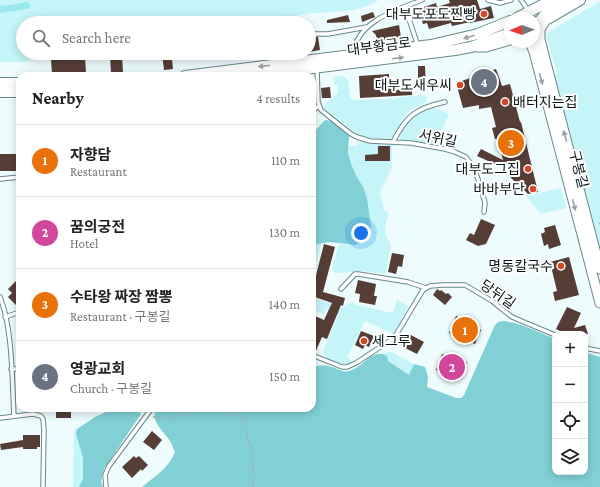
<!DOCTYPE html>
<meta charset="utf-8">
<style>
body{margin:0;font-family:"Crimson Pro","Noto Sans KR",serif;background:#f2f2f2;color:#222}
.controls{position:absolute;right:12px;bottom:12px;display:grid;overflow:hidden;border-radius:8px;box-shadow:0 2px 10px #0003}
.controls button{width:36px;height:36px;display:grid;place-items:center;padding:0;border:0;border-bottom:1px solid #e0e0e0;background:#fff;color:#222;font:20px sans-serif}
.compass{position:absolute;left:504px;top:12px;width:36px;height:36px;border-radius:50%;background:#fff;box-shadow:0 2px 10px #0003;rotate:268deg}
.you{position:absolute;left:361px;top:233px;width:14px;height:14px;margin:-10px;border:3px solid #fff;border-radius:50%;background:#1a73e8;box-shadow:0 0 0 6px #1a73e833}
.badge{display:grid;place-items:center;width:26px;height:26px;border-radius:50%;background:#0f766e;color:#fff;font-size:13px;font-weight:700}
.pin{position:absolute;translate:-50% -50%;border:2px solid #fff;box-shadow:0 1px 4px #0006}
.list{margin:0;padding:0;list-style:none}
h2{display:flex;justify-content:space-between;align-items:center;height:52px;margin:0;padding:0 16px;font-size:17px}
h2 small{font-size:13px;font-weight:400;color:#767676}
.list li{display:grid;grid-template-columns:26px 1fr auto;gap:12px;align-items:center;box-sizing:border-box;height:72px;padding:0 16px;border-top:1px solid #e0e0e0}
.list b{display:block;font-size:15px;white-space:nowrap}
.list p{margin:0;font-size:13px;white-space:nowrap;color:#767676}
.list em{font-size:13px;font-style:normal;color:#767676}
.icon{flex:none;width:22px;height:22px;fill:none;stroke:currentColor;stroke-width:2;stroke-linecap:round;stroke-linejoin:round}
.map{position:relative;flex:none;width:600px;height:487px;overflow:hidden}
.search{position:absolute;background:#fff;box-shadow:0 2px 10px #0003;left:16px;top:16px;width:300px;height:44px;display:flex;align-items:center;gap:10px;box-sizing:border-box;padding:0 14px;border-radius:22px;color:#767676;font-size:15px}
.panel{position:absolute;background:#fff;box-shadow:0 2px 10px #0003;left:16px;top:72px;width:300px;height:340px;border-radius:12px}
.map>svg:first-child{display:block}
.green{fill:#c6f5f9}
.forest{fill:#80d0d6}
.water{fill:#99e9ef}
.building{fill:#563e37}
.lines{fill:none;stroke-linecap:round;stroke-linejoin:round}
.service-casing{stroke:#68898b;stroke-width:5.5}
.tertiary-casing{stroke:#68898b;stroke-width:11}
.secondary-casing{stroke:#68898b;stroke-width:12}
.path{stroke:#a6b4b5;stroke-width:1.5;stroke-dasharray:3 2;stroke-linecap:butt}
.service{stroke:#fff;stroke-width:3.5}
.tertiary{stroke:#fff;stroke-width:9}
.secondary{stroke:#fff;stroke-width:10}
.oneway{fill:#9ca1a2}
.poi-dot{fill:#d24827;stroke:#fff;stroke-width:1.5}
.labels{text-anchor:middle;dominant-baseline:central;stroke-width:4;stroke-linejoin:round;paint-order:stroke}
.poi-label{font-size:14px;fill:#081516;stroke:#fff;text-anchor:end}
.street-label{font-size:14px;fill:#081516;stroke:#fff}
</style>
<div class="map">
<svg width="600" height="487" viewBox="0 0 600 487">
<rect width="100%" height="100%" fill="#eefcfd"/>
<path class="green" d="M 0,0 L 379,0 C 348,20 308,5 278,23 L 23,23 L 23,53 L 65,53 L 34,57 L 25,62 L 0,62 L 0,13 L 29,9 L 17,3 L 0,6 Z
M 600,1 L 600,254 L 553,76 L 558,74 L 546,37 L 549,32 Z
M 344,76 L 348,80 L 350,97 L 354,100 L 388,99 L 423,95 L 426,96 L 427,99 L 426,102 L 414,108 L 408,112 L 390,140 L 368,138 L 356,133 L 324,108 L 325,104 L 338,93 L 337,85 L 334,85 L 333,77 Z
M 433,107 L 449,114 L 435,146 L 400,140 L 399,135 C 407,122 417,110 433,107 Z
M 360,142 L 392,144 L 392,168 L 380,192 L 384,210 L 389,213 C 385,226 382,233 391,244 L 386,274 L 361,271 L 339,273 L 334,272 L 332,269 L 339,244 L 355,245 L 371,226 L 363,187 L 357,177 L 351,165 L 348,153 L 349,146 L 357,146 Z
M 561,188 L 566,208 L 541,214 L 526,196 Z
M 321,243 L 312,278 L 312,245 Z
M 312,297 L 343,308 L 345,305 L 353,302 L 353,304 L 393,313 L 397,300 L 409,306 L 393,334 L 365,321 L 347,358 L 354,362 C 345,365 325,364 323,351 L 338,315 L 327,310 L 324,314 L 312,309 Z
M 392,352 L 414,364 L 409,376 L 388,361 L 387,356 L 382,353 Z
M 77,429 L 76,434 L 83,458 L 83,479 L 79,487 L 73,487 L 74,430 Z"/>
<path class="forest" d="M 325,120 L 331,121 L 349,136 L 348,153 L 351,164 L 357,177 L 363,187 L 367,198 L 371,226 L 369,235 L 363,241 L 355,245 L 330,242 L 312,245 L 312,134 Z
M 503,321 C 521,323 538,332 555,339 L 555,472 L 585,472 L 585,352 L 600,357 L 600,487 L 142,487 C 154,477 169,468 175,452 C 173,449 172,444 170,441 C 163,430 150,422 156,408 L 312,408 L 313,366 C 318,366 323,365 328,366 C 335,367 342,373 349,371 C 363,368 372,347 387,356 L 388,361 L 409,375 L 414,364 L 425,367 L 428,377 L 427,387 L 456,398 L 461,398 L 464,395 L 495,325 L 498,322 Z
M 111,408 L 136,408 L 141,414 L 104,469 L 101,482 L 103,487 L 79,487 L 83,479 L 83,458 L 76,434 L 77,429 L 95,417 L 108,411 Z"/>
<path class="water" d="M 27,2 L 31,5 L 29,9 L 0,13 L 0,6 Z"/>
<path class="building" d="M 449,0 L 477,0 L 480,9 L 491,6 L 494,18 L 470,23 L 470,22 L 452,26 L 451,23 L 429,29 L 427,23 L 423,24 L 418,9 L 436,3 L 437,7 L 450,3 Z
M 373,12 L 375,17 L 362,22 L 361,16 Z
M 348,15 L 350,22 L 327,23 L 327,20 Z
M 399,25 L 401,37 L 377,42 L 376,35 L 372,31 Z
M 309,37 L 318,37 L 320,50 L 309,52 Z
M 162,53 L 188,53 L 188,58 L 172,59 L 173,69 L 164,70 Z
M 122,55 L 123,72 L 111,73 L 110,56 Z
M 85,56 L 86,73 L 52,74 L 51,59 L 68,59 L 68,57 Z
M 418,66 L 425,66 L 426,87 L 418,87 Z
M 496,69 L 502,86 L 510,84 L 520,122 L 521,122 L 538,192 L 528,194 L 510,177 L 507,163 L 497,165 L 477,156 L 481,149 L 503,160 L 498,139 L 495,139 L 492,128 L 496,127 L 491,107 L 479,109 L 479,105 L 463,108 L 456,83 Z
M 389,74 L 389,85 L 396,85 L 396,90 L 412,89 L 412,95 L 360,98 L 359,76 Z
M 330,87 L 331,98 L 322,98 L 321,88 Z
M 378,146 L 390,146 L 390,161 L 365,161 L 365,155 L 378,154 Z
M 0,154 L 20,154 L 20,171 L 0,171 Z
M 481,219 L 495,225 L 486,244 L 478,246 L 466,240 L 470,233 L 474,235 Z
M 555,225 L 561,245 L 549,249 L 548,244 L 544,246 L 541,234 L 545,232 L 544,228 Z
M 324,244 L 335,247 L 323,292 L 345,298 L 343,306 L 341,305 L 327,339 L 322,337 L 315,353 L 312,352 L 312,323 L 315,316 L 324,320 L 332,303 L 312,296 L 312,291 Z
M 392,253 L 404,255 L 402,267 L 398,266 L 396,274 L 388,272 Z
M 569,257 L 579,295 L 555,301 L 553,292 L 557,291 L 550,262 Z
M 358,280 L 376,284 L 374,296 L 377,296 L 375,305 L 359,302 L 360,294 L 355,293 Z
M 16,281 L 20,285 L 20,302 L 17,306 L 8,297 L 12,293 L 8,289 Z
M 437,289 L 440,291 L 441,290 L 446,294 L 448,293 L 452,297 L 445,305 L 433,295 Z
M 567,307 L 581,313 L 574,328 L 585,325 L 588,334 L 558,334 L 558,332 L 560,331 L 556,329 Z
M 456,316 L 473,323 L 472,326 L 481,330 L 475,344 L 449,333 Z
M 361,331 L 374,336 L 369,347 L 365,345 L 363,349 L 355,345 Z
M 409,334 L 424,342 L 417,354 L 403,347 Z
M 442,354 L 467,362 L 461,379 L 436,370 Z
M 56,408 L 71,408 L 71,418 L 56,418 Z
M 152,431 L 162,440 L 154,450 L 143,442 Z
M 23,435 L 40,435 L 40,447 L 37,447 L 37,449 L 23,449 L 23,447 L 1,450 L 0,444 L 23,440 Z
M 134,456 L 136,458 L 139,456 L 148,465 L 142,471 L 141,469 L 132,478 L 122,467 Z"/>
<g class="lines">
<g class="service-casing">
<path id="service" d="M 488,0 L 500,3 L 511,0
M 521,0 L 528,10
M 405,7 L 418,46
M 309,34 L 328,34 L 367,27
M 353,54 C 357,21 396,10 422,0
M 317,69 L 318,102 L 321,110 L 351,134 L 357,137 L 370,141 L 411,143 L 445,149 L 455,152 L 466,157 L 474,168 L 481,188 L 485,203 L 484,212
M 312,111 L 319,106
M 393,142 C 406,116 416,108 445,102
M 0,179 L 20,177
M 341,289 L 355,274 L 358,274 L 408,282 L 426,288
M 0,297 C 13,330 12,381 14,416
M 5,317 L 20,312
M 585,348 L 600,351
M 312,355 L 342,367 L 347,367 L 356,363 L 394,338 L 423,290 L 430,286 L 443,285 L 465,285 L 492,301 L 512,317 L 555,335
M 11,369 L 20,369
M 0,418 L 33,414 L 41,416 L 43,419 L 44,430 L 43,487
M 106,487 L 105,475 L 109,466 L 152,408"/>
</g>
<g class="tertiary-casing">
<path id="tertiary" d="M 546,20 L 540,29 L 540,40 L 600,269
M 530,42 L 534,52 L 600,303
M 477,47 L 486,47 L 510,40"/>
</g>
<g class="secondary-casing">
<path id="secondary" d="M 517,18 L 552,0
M 534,23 L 549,18 L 580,0
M 534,32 C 540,16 551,9 565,0
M 534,35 L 542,48
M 185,76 L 431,45 L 478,34 L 510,21
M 249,76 L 455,50 L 471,47 L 510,33
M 0,83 L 20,83
M 0,92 L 20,92"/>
</g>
<path class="path" d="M 599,224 L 600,223
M 228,408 L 242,420 L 246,429 L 248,439 L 253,452 L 253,487
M 153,417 C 159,416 163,419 168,419 C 176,419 186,412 192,408"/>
<use href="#service" class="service"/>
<use href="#tertiary" class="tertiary"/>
<use href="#secondary" class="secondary"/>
</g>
<defs><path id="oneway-solid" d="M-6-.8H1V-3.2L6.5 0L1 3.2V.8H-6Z"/></defs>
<g class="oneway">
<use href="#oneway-solid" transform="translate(469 37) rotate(164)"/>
<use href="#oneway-solid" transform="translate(398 58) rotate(-7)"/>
<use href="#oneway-solid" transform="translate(264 66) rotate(173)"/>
<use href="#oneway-solid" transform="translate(541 79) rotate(75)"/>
<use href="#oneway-solid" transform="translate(565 136) rotate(-105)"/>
<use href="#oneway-solid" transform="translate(574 205) rotate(76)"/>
</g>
<g class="poi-dot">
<circle cx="484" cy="14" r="4"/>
<circle cx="460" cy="85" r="4"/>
<circle cx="505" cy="102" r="4"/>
<circle cx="528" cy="169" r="4"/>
<circle cx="533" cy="189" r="4"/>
<circle cx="561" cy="266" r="4"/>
<circle cx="364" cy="341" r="4"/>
</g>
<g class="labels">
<g class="poi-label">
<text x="476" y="14">대부도포도찐빵</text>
<text x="452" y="85">대부도새우씨</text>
<text x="513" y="102" text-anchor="start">배터지는집</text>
<text x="520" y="169">대부도그집</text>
<text x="525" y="189">바바부단</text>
<text x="553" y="266">명동칼국수</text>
<text x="372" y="341" text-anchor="start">세그루</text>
</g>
<g class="street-label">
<text transform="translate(379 46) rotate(-7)">대부황금로</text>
<text transform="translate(438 138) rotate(12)">서위길</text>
<text transform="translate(579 169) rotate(76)">구봉길</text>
<text transform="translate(498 294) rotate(35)">당뒤길</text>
</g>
</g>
</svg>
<div class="controls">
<button>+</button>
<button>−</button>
<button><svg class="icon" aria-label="locate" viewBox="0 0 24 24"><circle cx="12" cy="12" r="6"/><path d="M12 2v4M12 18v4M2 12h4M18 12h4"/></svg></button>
<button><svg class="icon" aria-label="layers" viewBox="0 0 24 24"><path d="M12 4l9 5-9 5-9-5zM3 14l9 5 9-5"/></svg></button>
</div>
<svg class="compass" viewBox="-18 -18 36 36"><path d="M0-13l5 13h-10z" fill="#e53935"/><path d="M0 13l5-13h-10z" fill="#767676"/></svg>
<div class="you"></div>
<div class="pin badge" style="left:465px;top:330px;background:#e8710a">1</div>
<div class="pin badge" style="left:452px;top:367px;background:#d1479c">2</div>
<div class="pin badge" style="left:511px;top:143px;background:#e8710a">3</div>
<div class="pin badge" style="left:484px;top:82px;background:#6b7280">4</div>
<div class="search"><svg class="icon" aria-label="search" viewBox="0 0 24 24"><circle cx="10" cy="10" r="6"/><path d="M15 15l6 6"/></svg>Search here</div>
<section class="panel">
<h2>Nearby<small>4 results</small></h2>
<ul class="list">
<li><span class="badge" style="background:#e8710a">1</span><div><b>자향담</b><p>Restaurant</p></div><em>110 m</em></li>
<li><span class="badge" style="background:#d1479c">2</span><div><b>꿈의궁전</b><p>Hotel</p></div><em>130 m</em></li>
<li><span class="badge" style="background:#e8710a">3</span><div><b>수타왕 짜장 짬뽕</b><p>Restaurant · 구봉길</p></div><em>140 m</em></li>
<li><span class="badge" style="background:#6b7280">4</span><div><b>영광교회</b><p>Church · 구봉길</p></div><em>150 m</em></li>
</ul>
</section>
</div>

========

- **Problem description**: Count the lines in the records above that contain the word "labels", and give only that number.

- **Answer to this exercise**: 2